## Task directions
Write out each line below precisely, passing over the pictures.

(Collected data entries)
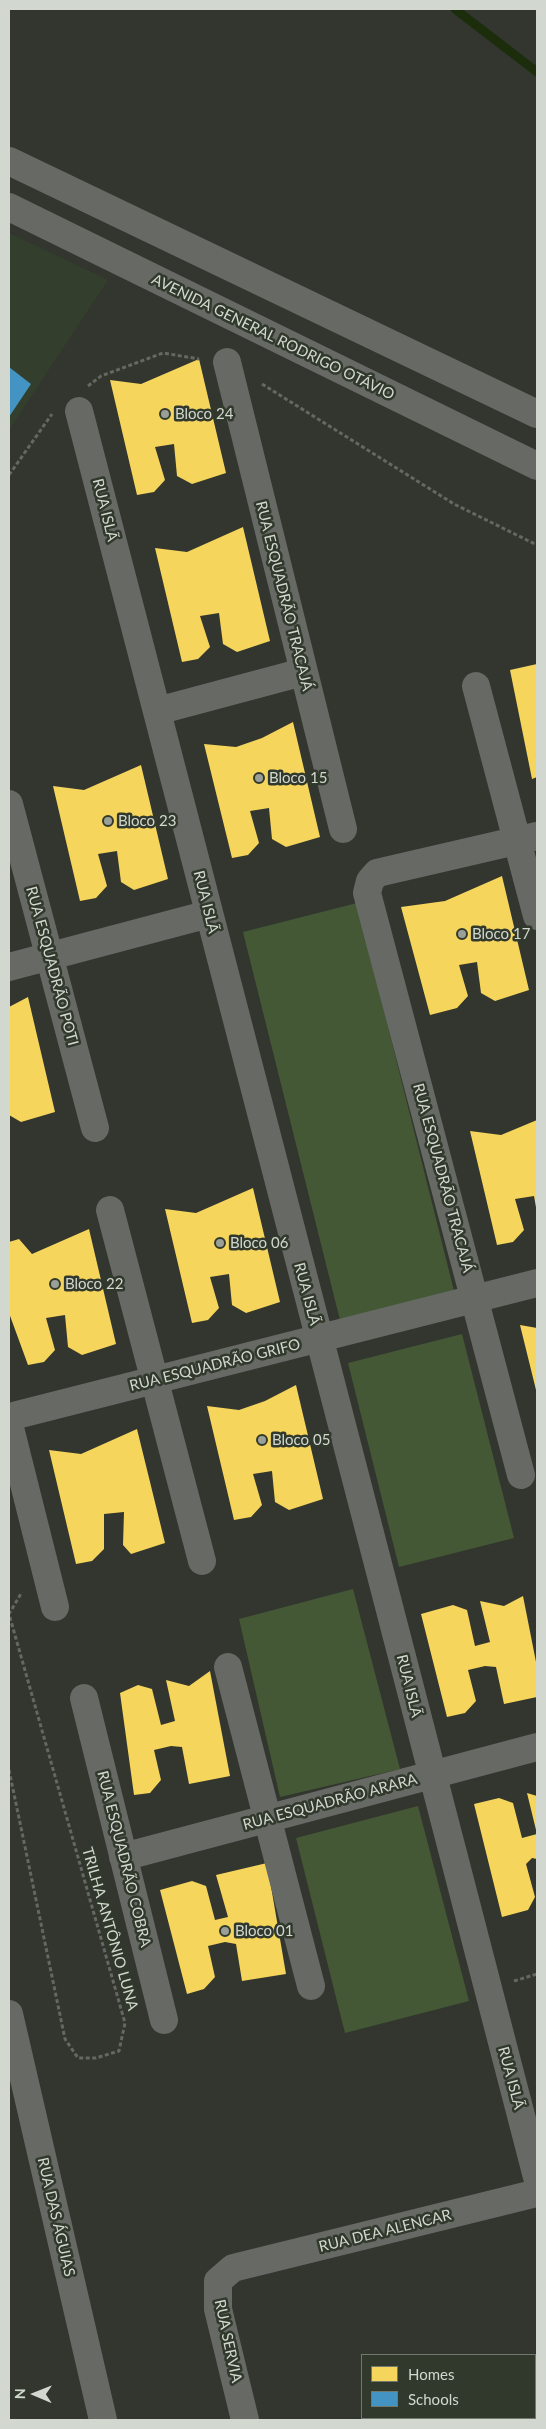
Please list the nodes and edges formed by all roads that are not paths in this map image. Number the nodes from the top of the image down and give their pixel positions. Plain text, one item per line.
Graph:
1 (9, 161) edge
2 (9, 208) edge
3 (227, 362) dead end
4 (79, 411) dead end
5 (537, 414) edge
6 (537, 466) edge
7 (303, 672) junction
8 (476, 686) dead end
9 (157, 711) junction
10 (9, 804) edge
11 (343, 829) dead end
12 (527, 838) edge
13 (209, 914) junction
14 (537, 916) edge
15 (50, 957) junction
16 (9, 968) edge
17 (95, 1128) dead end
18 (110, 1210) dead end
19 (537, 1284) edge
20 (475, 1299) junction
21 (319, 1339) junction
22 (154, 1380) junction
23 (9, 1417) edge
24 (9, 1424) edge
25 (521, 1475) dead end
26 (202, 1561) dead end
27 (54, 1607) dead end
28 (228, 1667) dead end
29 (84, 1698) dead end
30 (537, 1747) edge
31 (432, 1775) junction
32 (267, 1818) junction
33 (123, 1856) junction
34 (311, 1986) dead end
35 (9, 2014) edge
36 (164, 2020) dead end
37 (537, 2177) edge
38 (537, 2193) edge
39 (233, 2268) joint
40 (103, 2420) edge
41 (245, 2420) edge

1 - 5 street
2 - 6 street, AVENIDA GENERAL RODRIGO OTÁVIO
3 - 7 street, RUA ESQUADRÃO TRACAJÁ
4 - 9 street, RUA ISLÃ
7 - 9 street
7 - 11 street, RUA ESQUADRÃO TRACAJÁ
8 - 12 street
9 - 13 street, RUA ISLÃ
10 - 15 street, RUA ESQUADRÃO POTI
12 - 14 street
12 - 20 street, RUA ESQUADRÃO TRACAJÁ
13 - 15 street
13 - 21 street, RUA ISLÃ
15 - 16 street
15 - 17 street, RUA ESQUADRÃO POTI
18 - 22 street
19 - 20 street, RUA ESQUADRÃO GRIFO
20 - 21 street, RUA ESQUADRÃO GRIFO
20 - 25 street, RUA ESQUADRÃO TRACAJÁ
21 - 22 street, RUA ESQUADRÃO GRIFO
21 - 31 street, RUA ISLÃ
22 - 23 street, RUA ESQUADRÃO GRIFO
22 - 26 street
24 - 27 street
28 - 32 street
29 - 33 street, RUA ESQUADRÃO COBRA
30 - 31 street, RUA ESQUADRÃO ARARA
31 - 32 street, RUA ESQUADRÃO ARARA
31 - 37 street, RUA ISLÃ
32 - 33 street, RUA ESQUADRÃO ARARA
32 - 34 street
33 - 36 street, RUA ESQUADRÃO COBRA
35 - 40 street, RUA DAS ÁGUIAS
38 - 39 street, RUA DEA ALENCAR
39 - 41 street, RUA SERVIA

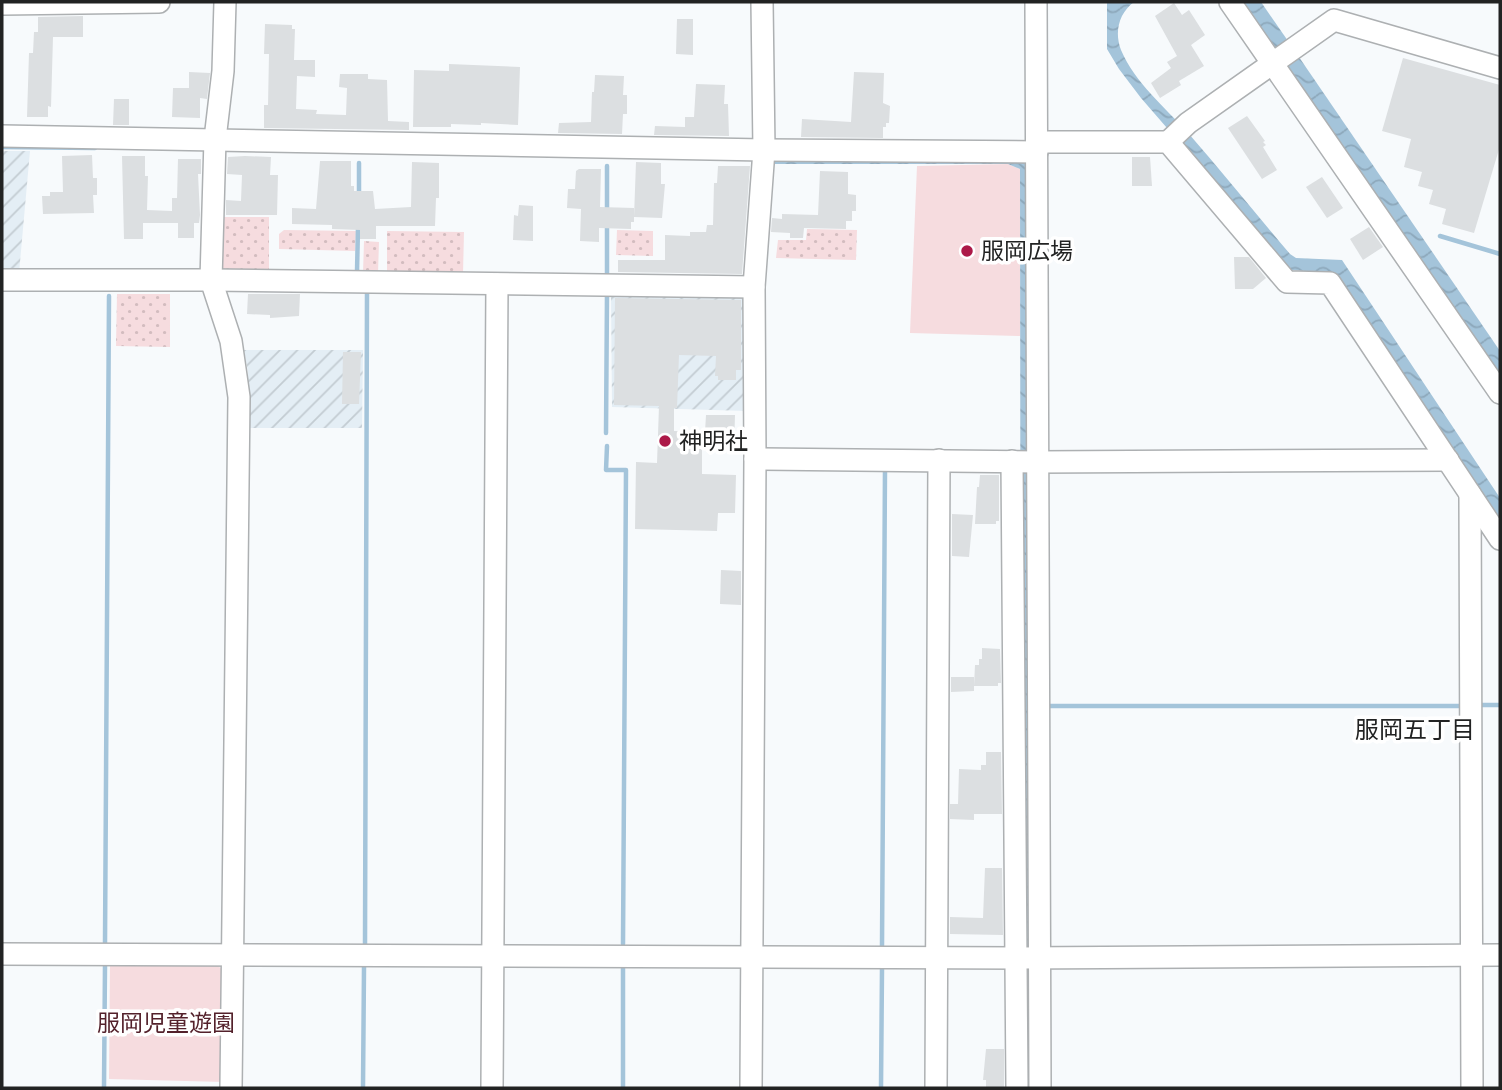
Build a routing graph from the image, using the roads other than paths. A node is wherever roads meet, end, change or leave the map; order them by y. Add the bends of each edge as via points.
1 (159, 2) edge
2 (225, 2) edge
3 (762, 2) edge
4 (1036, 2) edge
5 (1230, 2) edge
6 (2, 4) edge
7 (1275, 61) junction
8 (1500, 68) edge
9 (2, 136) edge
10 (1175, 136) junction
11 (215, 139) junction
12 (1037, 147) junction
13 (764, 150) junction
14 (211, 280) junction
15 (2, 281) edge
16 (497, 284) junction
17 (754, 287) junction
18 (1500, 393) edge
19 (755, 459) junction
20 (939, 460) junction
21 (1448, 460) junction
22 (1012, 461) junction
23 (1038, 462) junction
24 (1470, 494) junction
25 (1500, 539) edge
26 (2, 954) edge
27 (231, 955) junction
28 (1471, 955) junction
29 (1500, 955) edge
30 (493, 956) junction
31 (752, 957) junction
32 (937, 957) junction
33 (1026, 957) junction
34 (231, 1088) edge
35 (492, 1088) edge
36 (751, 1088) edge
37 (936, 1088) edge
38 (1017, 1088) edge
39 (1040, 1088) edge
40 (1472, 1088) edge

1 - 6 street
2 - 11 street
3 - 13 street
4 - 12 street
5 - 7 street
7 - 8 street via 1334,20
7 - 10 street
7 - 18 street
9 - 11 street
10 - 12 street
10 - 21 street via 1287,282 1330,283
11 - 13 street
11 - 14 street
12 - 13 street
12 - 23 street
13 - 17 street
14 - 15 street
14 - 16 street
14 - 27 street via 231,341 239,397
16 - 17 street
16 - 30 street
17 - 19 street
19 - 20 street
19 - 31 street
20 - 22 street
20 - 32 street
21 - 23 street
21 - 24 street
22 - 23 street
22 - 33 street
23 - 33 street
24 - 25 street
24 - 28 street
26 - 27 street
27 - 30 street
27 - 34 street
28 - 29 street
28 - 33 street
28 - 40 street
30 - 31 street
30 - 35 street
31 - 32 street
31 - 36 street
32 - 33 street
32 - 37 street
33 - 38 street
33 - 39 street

## Result
Please list the nodes and edges formed by all roads that are not paths in this map image. Number the nodes from the top of the image down and give their pixel positions. Plain text, one item per line.
Graph:
1 (9, 161) edge
2 (9, 208) edge
3 (227, 362) dead end
4 (79, 411) dead end
5 (537, 414) edge
6 (537, 466) edge
7 (303, 672) junction
8 (476, 686) dead end
9 (157, 711) junction
10 (9, 804) edge
11 (343, 829) dead end
12 (527, 838) edge
13 (209, 914) junction
14 (537, 916) edge
15 (50, 957) junction
16 (9, 968) edge
17 (95, 1128) dead end
18 (110, 1210) dead end
19 (537, 1284) edge
20 (475, 1299) junction
21 (319, 1339) junction
22 (154, 1380) junction
23 (9, 1417) edge
24 (9, 1424) edge
25 (521, 1475) dead end
26 (202, 1561) dead end
27 (54, 1607) dead end
28 (228, 1667) dead end
29 (84, 1698) dead end
30 (537, 1747) edge
31 (432, 1775) junction
32 (267, 1818) junction
33 (123, 1856) junction
34 (311, 1986) dead end
35 (9, 2014) edge
36 (164, 2020) dead end
37 (537, 2177) edge
38 (537, 2193) edge
39 (233, 2268) joint
40 (103, 2420) edge
41 (245, 2420) edge

1 - 5 street
2 - 6 street, AVENIDA GENERAL RODRIGO OTÁVIO
3 - 7 street, RUA ESQUADRÃO TRACAJÁ
4 - 9 street, RUA ISLÃ
7 - 9 street
7 - 11 street, RUA ESQUADRÃO TRACAJÁ
8 - 12 street
9 - 13 street, RUA ISLÃ
10 - 15 street, RUA ESQUADRÃO POTI
12 - 14 street
12 - 20 street, RUA ESQUADRÃO TRACAJÁ
13 - 15 street
13 - 21 street, RUA ISLÃ
15 - 16 street
15 - 17 street, RUA ESQUADRÃO POTI
18 - 22 street
19 - 20 street, RUA ESQUADRÃO GRIFO
20 - 21 street, RUA ESQUADRÃO GRIFO
20 - 25 street, RUA ESQUADRÃO TRACAJÁ
21 - 22 street, RUA ESQUADRÃO GRIFO
21 - 31 street, RUA ISLÃ
22 - 23 street, RUA ESQUADRÃO GRIFO
22 - 26 street
24 - 27 street
28 - 32 street
29 - 33 street, RUA ESQUADRÃO COBRA
30 - 31 street, RUA ESQUADRÃO ARARA
31 - 32 street, RUA ESQUADRÃO ARARA
31 - 37 street, RUA ISLÃ
32 - 33 street, RUA ESQUADRÃO ARARA
32 - 34 street
33 - 36 street, RUA ESQUADRÃO COBRA
35 - 40 street, RUA DAS ÁGUIAS
38 - 39 street, RUA DEA ALENCAR
39 - 41 street, RUA SERVIA

Build a routing graph from the image, using the roads other than paths. A node is wherever roads meet, end, change or leave the map; order them by y. Add the bends of each edge as via points.
1 (159, 2) edge
2 (225, 2) edge
3 (762, 2) edge
4 (1036, 2) edge
5 (1230, 2) edge
6 (2, 4) edge
7 (1275, 61) junction
8 (1500, 68) edge
9 (2, 136) edge
10 (1175, 136) junction
11 (215, 139) junction
12 (1037, 147) junction
13 (764, 150) junction
14 (211, 280) junction
15 (2, 281) edge
16 (497, 284) junction
17 (754, 287) junction
18 (1500, 393) edge
19 (755, 459) junction
20 (939, 460) junction
21 (1448, 460) junction
22 (1012, 461) junction
23 (1038, 462) junction
24 (1470, 494) junction
25 (1500, 539) edge
26 (2, 954) edge
27 (231, 955) junction
28 (1471, 955) junction
29 (1500, 955) edge
30 (493, 956) junction
31 (752, 957) junction
32 (937, 957) junction
33 (1026, 957) junction
34 (231, 1088) edge
35 (492, 1088) edge
36 (751, 1088) edge
37 (936, 1088) edge
38 (1017, 1088) edge
39 (1040, 1088) edge
40 (1472, 1088) edge

1 - 6 street
2 - 11 street
3 - 13 street
4 - 12 street
5 - 7 street
7 - 8 street via 1334,20
7 - 10 street
7 - 18 street
9 - 11 street
10 - 12 street
10 - 21 street via 1287,282 1330,283
11 - 13 street
11 - 14 street
12 - 13 street
12 - 23 street
13 - 17 street
14 - 15 street
14 - 16 street
14 - 27 street via 231,341 239,397
16 - 17 street
16 - 30 street
17 - 19 street
19 - 20 street
19 - 31 street
20 - 22 street
20 - 32 street
21 - 23 street
21 - 24 street
22 - 23 street
22 - 33 street
23 - 33 street
24 - 25 street
24 - 28 street
26 - 27 street
27 - 30 street
27 - 34 street
28 - 29 street
28 - 33 street
28 - 40 street
30 - 31 street
30 - 35 street
31 - 32 street
31 - 36 street
32 - 33 street
32 - 37 street
33 - 38 street
33 - 39 street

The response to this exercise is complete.